**TASK STATEMENT:** From the data that follows, copy every line holding the string "Kaplong".

**RECORD EXCERPTS:**
○ ○ ○ ○ ○
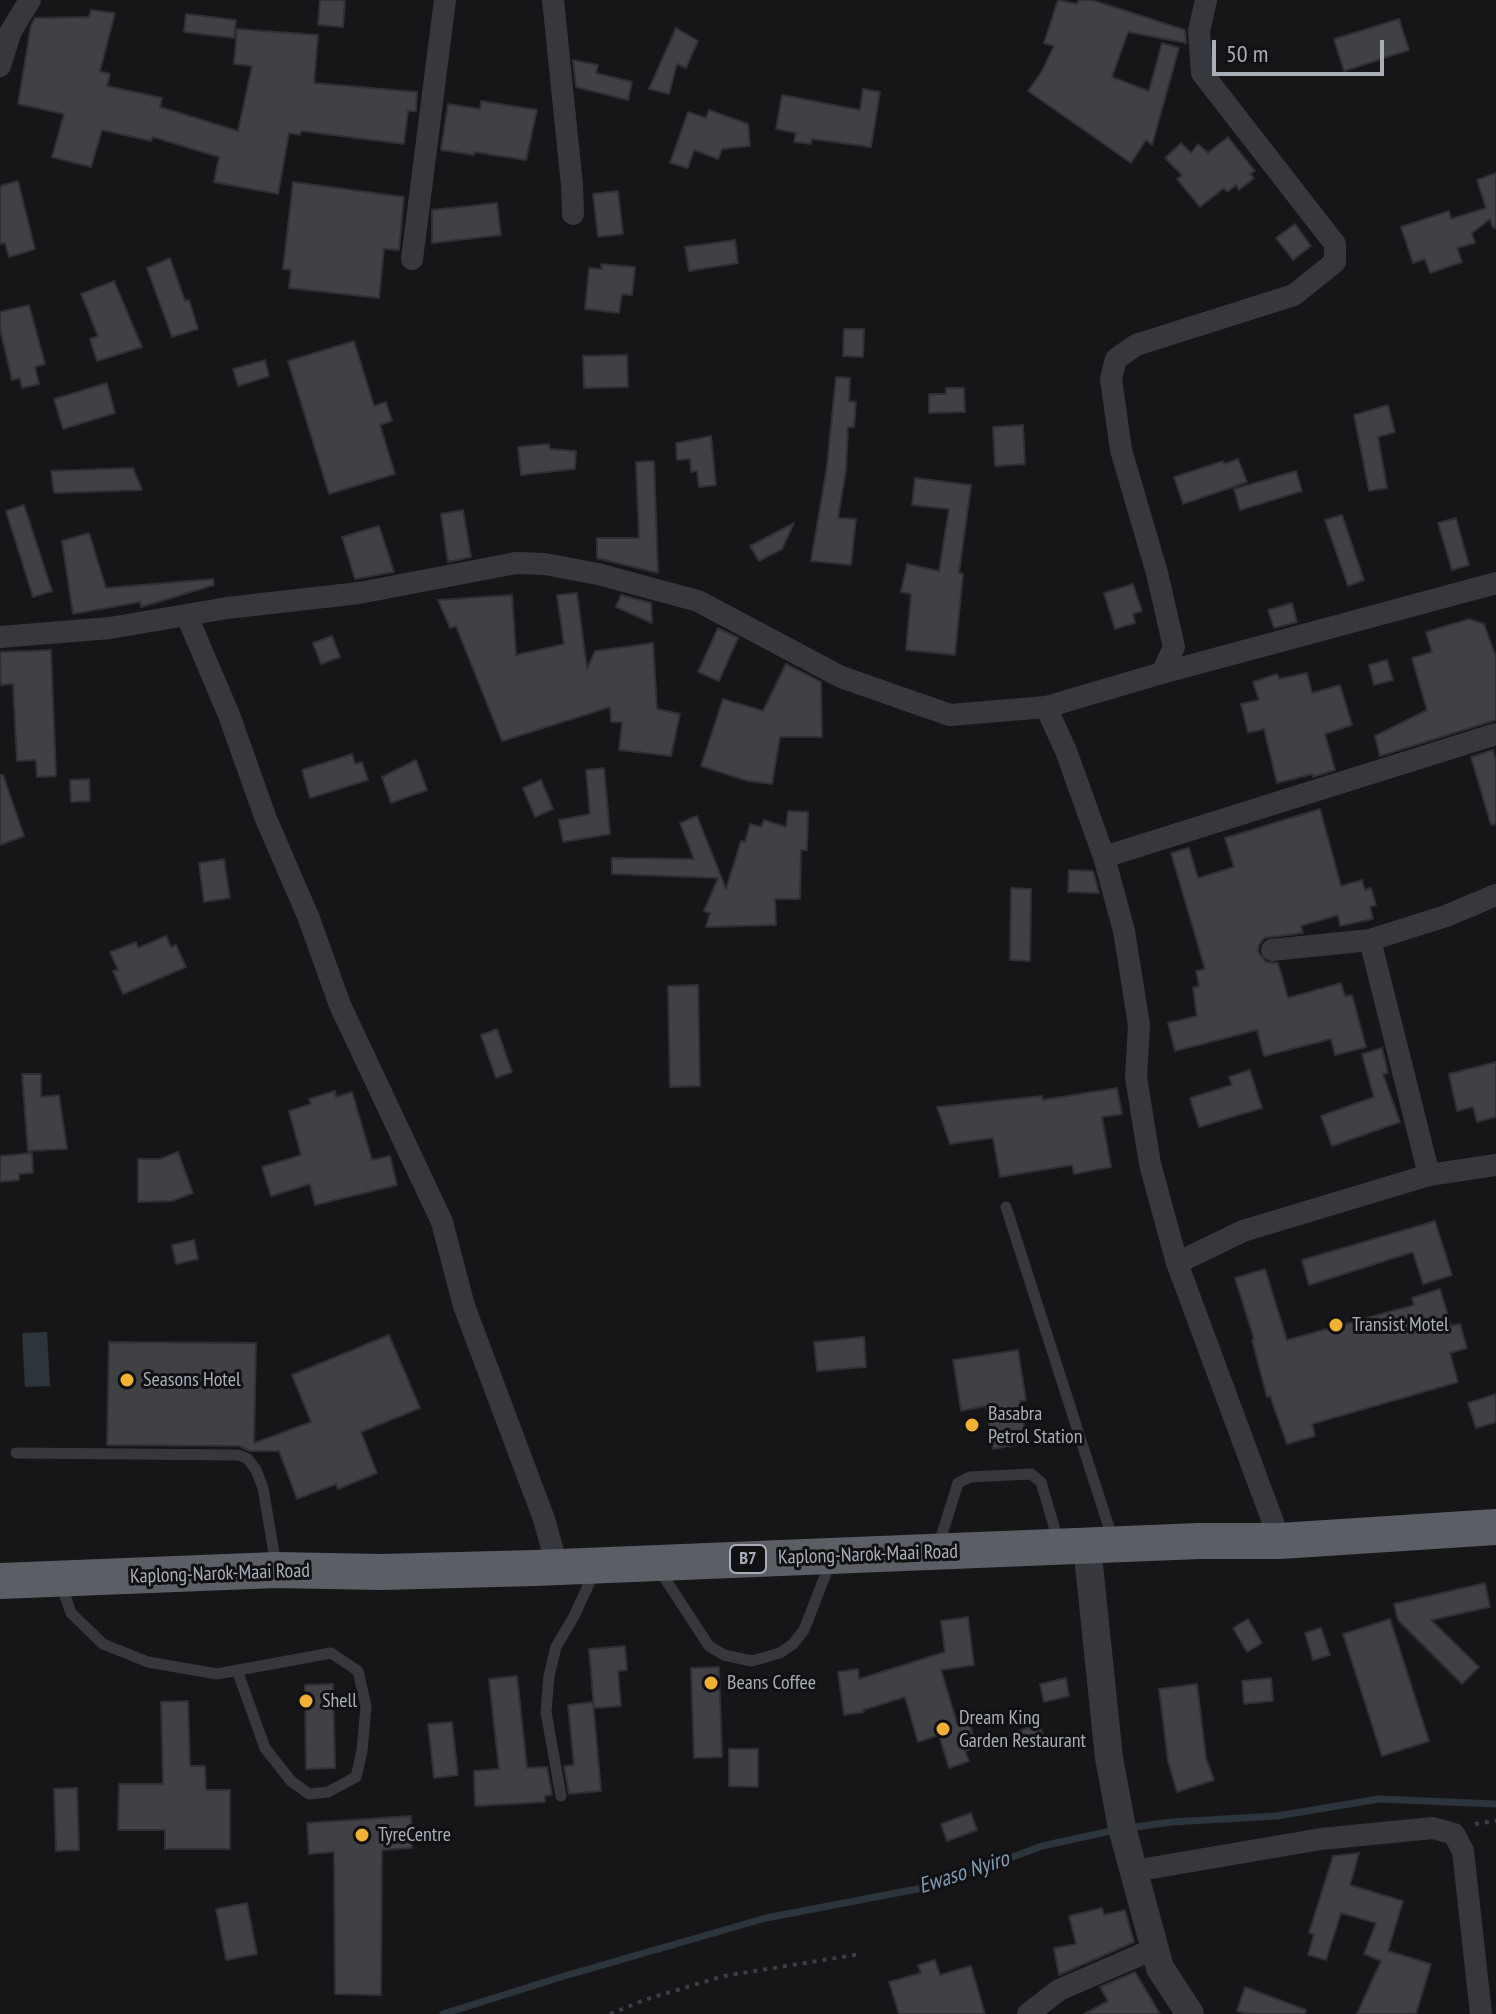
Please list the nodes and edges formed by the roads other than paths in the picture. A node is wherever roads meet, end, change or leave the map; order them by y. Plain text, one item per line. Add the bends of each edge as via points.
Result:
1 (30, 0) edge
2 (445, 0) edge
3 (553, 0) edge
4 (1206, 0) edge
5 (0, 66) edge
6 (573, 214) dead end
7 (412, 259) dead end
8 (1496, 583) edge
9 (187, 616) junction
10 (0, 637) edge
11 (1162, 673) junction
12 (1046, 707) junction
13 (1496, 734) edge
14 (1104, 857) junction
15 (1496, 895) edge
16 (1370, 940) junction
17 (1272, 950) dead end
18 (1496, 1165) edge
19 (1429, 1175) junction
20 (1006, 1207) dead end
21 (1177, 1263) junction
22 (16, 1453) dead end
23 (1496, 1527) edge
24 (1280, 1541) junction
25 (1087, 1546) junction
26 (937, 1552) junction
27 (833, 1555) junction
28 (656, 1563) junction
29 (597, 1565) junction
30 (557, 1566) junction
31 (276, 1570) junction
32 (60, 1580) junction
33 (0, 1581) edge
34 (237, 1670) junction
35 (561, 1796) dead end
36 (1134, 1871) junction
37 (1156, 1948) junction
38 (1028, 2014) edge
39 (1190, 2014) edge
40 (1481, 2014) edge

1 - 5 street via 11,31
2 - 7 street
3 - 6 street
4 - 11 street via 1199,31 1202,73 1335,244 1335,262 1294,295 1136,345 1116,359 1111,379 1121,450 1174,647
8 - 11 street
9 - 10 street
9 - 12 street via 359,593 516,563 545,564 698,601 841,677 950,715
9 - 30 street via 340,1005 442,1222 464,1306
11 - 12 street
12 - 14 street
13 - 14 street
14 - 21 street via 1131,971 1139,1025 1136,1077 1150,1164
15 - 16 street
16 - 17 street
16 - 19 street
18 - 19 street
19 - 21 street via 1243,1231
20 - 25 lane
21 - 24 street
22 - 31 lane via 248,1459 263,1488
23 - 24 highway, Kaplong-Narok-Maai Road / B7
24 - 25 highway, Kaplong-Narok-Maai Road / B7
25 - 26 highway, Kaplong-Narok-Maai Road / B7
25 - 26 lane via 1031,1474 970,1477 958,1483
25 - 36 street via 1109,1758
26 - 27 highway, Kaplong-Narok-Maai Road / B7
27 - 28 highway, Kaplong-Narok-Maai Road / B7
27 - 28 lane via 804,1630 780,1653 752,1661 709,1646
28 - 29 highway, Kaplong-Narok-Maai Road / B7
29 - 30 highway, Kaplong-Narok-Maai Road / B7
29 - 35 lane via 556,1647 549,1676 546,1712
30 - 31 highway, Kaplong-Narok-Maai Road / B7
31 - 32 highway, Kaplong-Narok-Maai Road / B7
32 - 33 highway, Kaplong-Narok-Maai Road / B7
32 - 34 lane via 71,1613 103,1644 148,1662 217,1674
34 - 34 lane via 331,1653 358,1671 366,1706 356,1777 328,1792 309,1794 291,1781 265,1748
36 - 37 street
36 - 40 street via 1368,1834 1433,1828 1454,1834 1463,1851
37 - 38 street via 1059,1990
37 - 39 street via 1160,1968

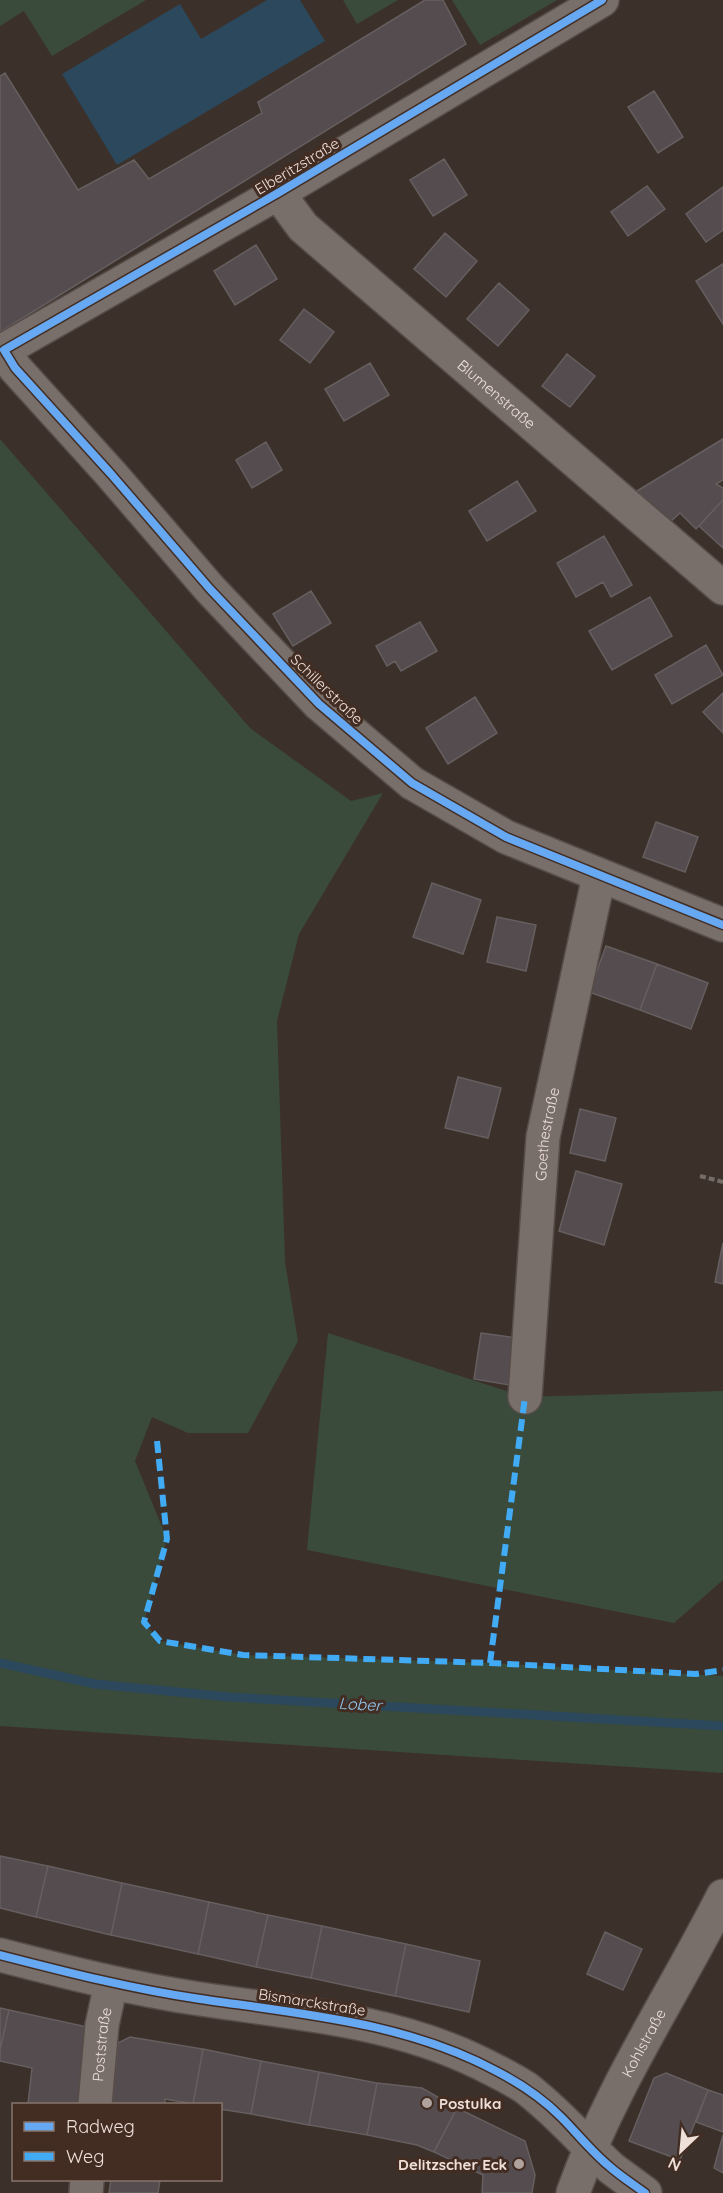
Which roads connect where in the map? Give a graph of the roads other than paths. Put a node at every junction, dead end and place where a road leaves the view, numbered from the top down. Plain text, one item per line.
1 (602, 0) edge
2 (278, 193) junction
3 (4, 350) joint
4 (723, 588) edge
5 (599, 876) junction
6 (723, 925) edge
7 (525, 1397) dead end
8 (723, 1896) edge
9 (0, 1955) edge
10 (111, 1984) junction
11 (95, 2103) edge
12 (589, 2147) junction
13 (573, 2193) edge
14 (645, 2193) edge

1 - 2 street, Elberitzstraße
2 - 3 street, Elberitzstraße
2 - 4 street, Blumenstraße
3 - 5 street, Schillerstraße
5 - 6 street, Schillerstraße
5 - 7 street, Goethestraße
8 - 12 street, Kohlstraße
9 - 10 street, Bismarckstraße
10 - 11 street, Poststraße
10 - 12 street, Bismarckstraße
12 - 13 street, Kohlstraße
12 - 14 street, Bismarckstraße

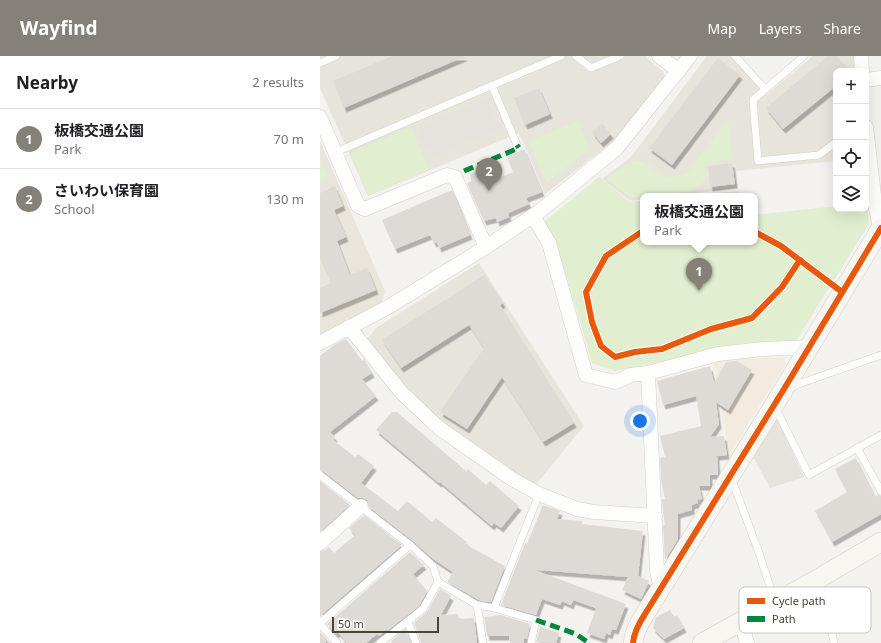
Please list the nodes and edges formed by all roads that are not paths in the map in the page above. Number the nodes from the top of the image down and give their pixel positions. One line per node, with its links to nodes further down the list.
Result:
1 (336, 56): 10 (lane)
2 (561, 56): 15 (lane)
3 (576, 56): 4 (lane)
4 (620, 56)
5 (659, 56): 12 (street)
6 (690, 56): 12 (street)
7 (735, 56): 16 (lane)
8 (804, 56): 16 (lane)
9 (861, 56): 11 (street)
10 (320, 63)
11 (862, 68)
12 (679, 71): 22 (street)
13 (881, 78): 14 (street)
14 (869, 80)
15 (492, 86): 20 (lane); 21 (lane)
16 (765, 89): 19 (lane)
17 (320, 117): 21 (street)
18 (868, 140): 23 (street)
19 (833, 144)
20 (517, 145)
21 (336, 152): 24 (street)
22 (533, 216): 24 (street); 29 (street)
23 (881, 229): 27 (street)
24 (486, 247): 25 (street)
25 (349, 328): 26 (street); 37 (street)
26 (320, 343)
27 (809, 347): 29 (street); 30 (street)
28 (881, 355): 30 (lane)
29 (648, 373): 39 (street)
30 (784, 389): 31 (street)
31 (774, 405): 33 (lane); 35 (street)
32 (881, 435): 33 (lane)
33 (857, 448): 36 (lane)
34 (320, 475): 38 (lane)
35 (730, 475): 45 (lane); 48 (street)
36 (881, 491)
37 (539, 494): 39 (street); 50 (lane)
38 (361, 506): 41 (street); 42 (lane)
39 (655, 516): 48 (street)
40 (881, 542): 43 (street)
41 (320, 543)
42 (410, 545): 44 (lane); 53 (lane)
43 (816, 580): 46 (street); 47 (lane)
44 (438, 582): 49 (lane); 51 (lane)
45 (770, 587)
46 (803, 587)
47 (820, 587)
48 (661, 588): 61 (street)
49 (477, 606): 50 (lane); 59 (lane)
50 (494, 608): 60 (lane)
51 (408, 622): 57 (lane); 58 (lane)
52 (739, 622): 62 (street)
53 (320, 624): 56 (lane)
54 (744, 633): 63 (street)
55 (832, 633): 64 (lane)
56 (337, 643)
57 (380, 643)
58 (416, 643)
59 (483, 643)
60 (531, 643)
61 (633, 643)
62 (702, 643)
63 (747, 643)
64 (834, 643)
○ ○ ○ ○ ○
**OUTPUT OF THE EXERCISE:**
23 - 24 highway, Kaplong-Narok-Maai Road / B7
24 - 25 highway, Kaplong-Narok-Maai Road / B7
25 - 26 highway, Kaplong-Narok-Maai Road / B7
26 - 27 highway, Kaplong-Narok-Maai Road / B7
27 - 28 highway, Kaplong-Narok-Maai Road / B7
28 - 29 highway, Kaplong-Narok-Maai Road / B7
29 - 30 highway, Kaplong-Narok-Maai Road / B7
30 - 31 highway, Kaplong-Narok-Maai Road / B7
31 - 32 highway, Kaplong-Narok-Maai Road / B7
32 - 33 highway, Kaplong-Narok-Maai Road / B7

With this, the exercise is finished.